> [What to do]: Repeat, exactly and with no pictures, the lines that run from the beginning of the entries through the line containing "4 setmiterlimit".

+++++

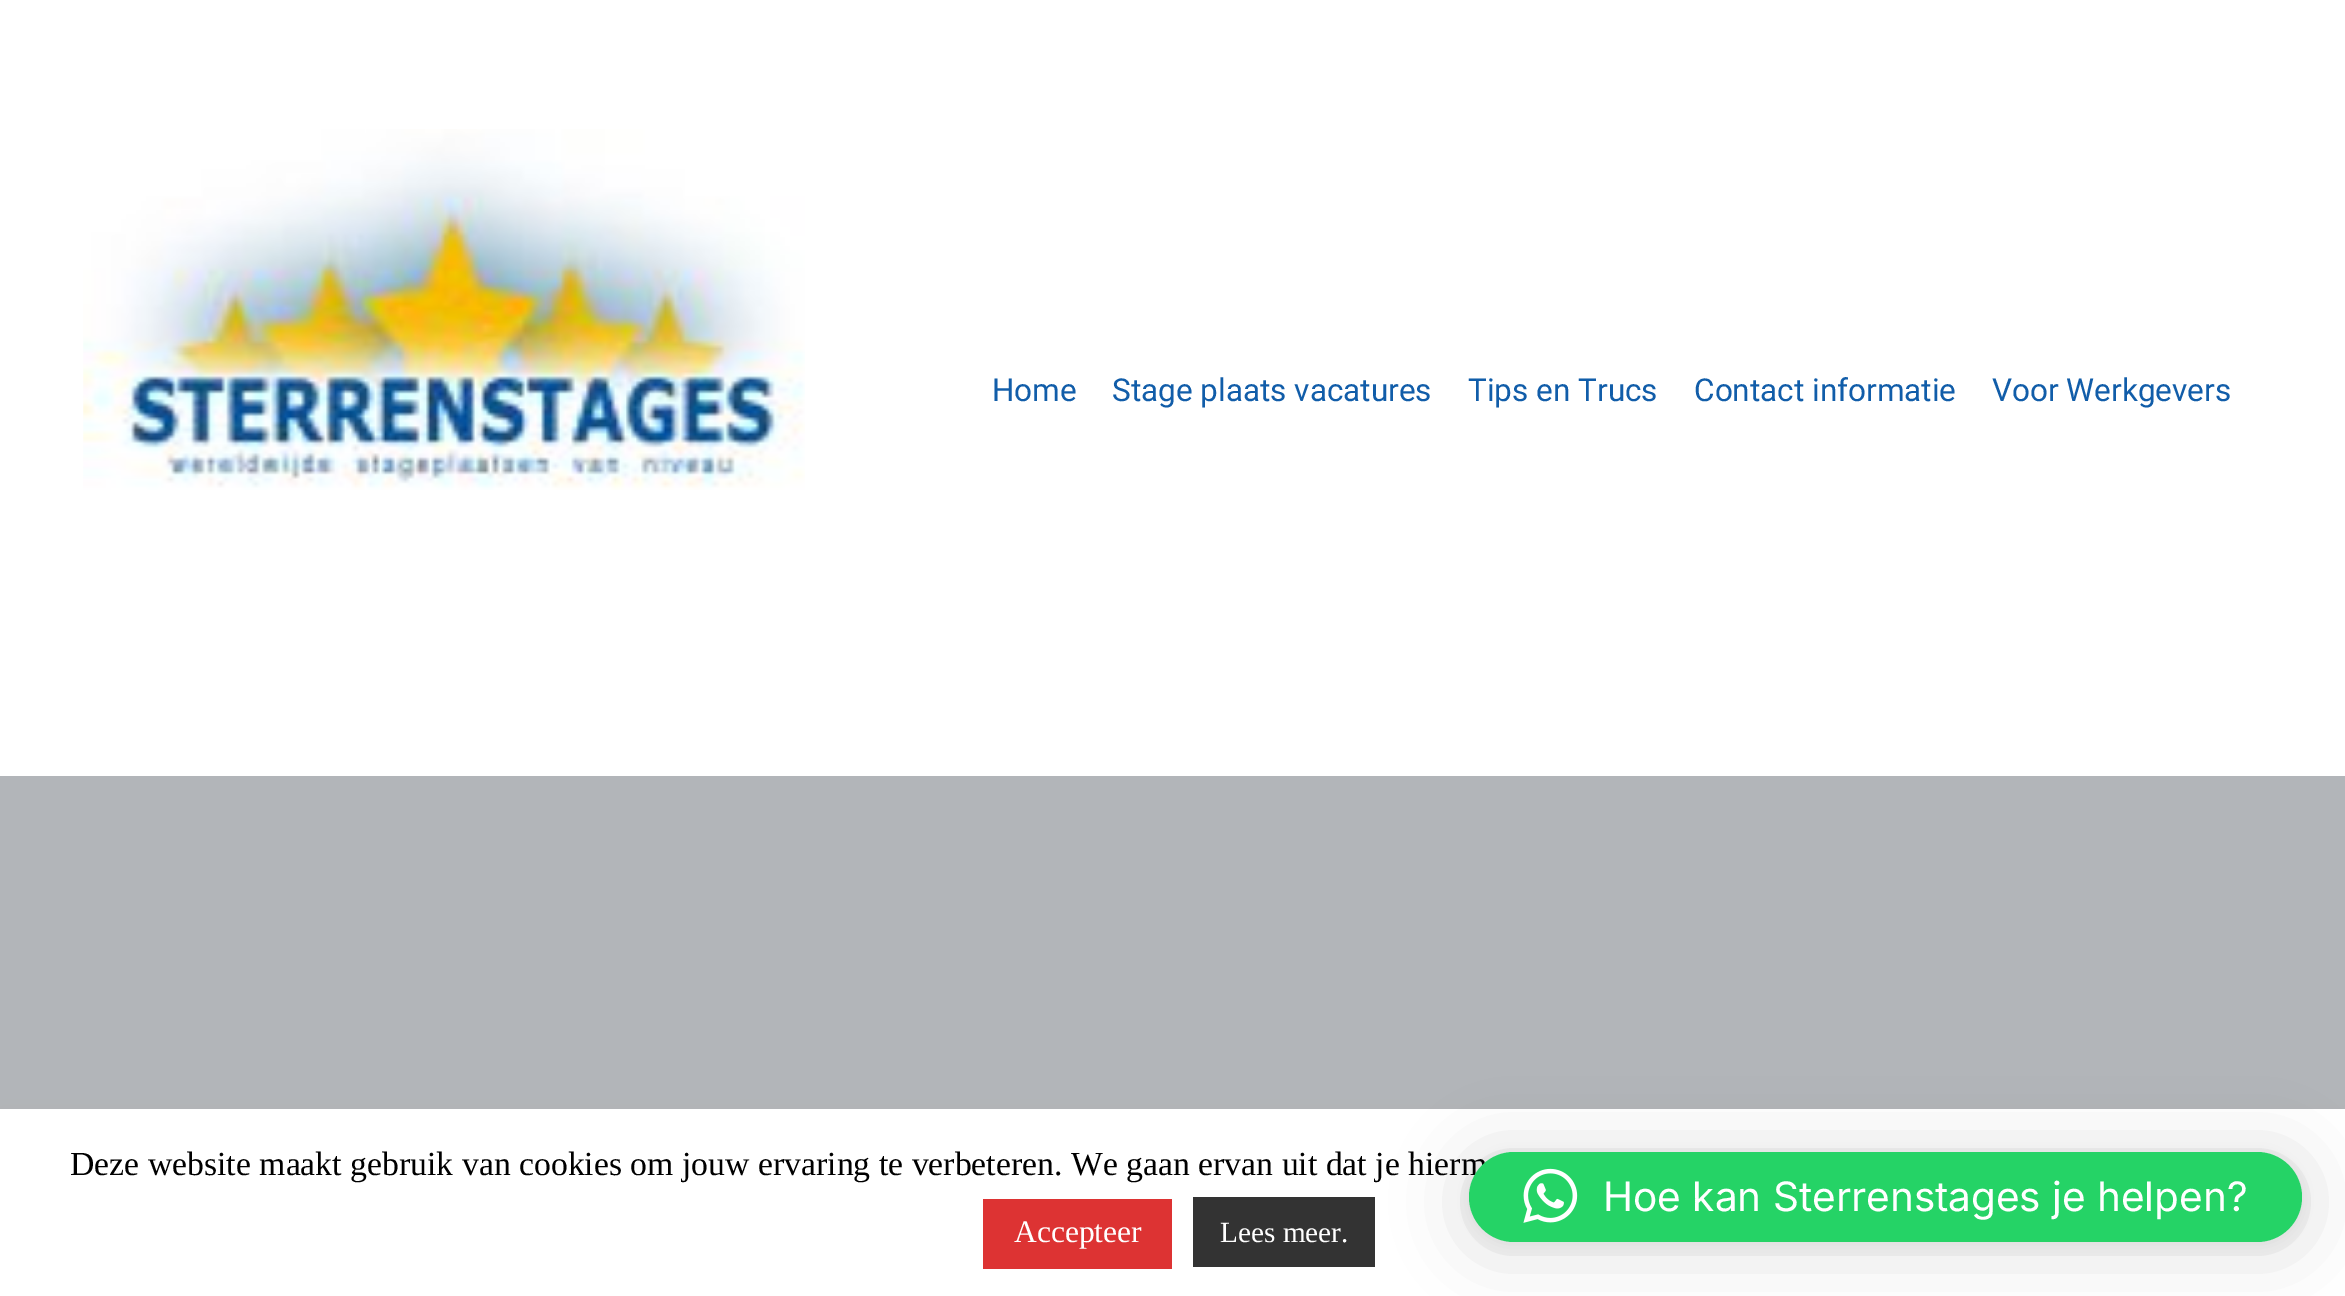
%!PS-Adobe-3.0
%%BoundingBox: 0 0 2345 1296
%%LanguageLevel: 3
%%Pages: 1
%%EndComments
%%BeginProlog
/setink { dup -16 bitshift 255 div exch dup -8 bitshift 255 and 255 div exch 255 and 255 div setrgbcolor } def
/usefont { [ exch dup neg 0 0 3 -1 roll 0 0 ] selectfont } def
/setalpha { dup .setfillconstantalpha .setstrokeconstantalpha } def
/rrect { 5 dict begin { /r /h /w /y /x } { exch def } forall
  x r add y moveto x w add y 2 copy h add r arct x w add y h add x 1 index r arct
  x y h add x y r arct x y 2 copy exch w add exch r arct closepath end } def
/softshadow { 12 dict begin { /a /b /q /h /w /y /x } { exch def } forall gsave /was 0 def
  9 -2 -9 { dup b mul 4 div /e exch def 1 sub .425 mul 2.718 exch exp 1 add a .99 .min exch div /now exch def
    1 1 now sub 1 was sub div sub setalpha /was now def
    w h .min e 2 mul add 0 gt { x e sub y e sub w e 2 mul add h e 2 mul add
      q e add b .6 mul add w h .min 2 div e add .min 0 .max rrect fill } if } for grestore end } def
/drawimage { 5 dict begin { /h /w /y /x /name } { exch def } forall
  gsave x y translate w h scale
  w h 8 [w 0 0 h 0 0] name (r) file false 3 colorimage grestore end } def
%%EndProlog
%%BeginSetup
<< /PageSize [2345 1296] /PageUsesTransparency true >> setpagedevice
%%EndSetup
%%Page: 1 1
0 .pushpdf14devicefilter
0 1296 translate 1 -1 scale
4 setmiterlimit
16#FFFFFF setink
0 0 2345 1296 rectfill
(img1.raw) 83 129 722 361 drawimage
/Roboto-Regular 31.5 usefont
16#115DA9 setink
[
    [(Home) 992 401]
    [(Stage plaats vacatures) 1112 401]
    [(Tips en Trucs) 1468 401]
    [(Contact informatie) 1694 401]
    [(Voor Werkgevers) 1992 401]
] { aload pop moveto show } forall
16#B2B5B9 setink
0 776 2345 333 rectfill
16#ACABAB setink
0 1107 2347 187 0 11 0.3 softshadow
16#FFFFFF setink
0 1109 2345 187 rectfill
/LiberationSerif-Regular 33.75 usefont
16#000000 setink
70 1175 moveto (Deze website maakt gebruik van cookies om jouw ervaring te verbeteren. We gaan ervan uit dat je hierm) show
16#DD3333 setink
983 1199 189 70 rectfill
/LiberationSerif-Regular 31.5 usefont
16#FFFFFF setink
1014 1242 moveto (Accepteer) show
16#333333 setink
1193 1197 182 70 rectfill
/LiberationSerif-Regular 29.25 usefont
16#FFFFFF setink
1220 1242 moveto (Lees meer.) show
16#000000 setink
1469 1157 833 90 45 36 0.16 softshadow
1469 1154 833 90 45 7 0.06 softshadow
16#25D366 setink
1469 1152 833 90 45 rrect fill
(img2.raw) 1523 1168 55 55 drawimage
/Inter-Regular 40.5 usefont
16#FFFFFF setink
1603 1211 moveto (Hoe kan Sterrenstages je helpen?) show
.poppdf14devicefilter showpage
%%EOF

+++++

> [Response to this exercise]:
%!PS-Adobe-3.0
%%BoundingBox: 0 0 2345 1296
%%LanguageLevel: 3
%%Pages: 1
%%EndComments
%%BeginProlog
/setink { dup -16 bitshift 255 div exch dup -8 bitshift 255 and 255 div exch 255 and 255 div setrgbcolor } def
/usefont { [ exch dup neg 0 0 3 -1 roll 0 0 ] selectfont } def
/setalpha { dup .setfillconstantalpha .setstrokeconstantalpha } def
/rrect { 5 dict begin { /r /h /w /y /x } { exch def } forall
  x r add y moveto x w add y 2 copy h add r arct x w add y h add x 1 index r arct
  x y h add x y r arct x y 2 copy exch w add exch r arct closepath end } def
/softshadow { 12 dict begin { /a /b /q /h /w /y /x } { exch def } forall gsave /was 0 def
  9 -2 -9 { dup b mul 4 div /e exch def 1 sub .425 mul 2.718 exch exp 1 add a .99 .min exch div /now exch def
    1 1 now sub 1 was sub div sub setalpha /was now def
    w h .min e 2 mul add 0 gt { x e sub y e sub w e 2 mul add h e 2 mul add
      q e add b .6 mul add w h .min 2 div e add .min 0 .max rrect fill } if } for grestore end } def
/drawimage { 5 dict begin { /h /w /y /x /name } { exch def } forall
  gsave x y translate w h scale
  w h 8 [w 0 0 h 0 0] name (r) file false 3 colorimage grestore end } def
%%EndProlog
%%BeginSetup
<< /PageSize [2345 1296] /PageUsesTransparency true >> setpagedevice
%%EndSetup
%%Page: 1 1
0 .pushpdf14devicefilter
0 1296 translate 1 -1 scale
4 setmiterlimit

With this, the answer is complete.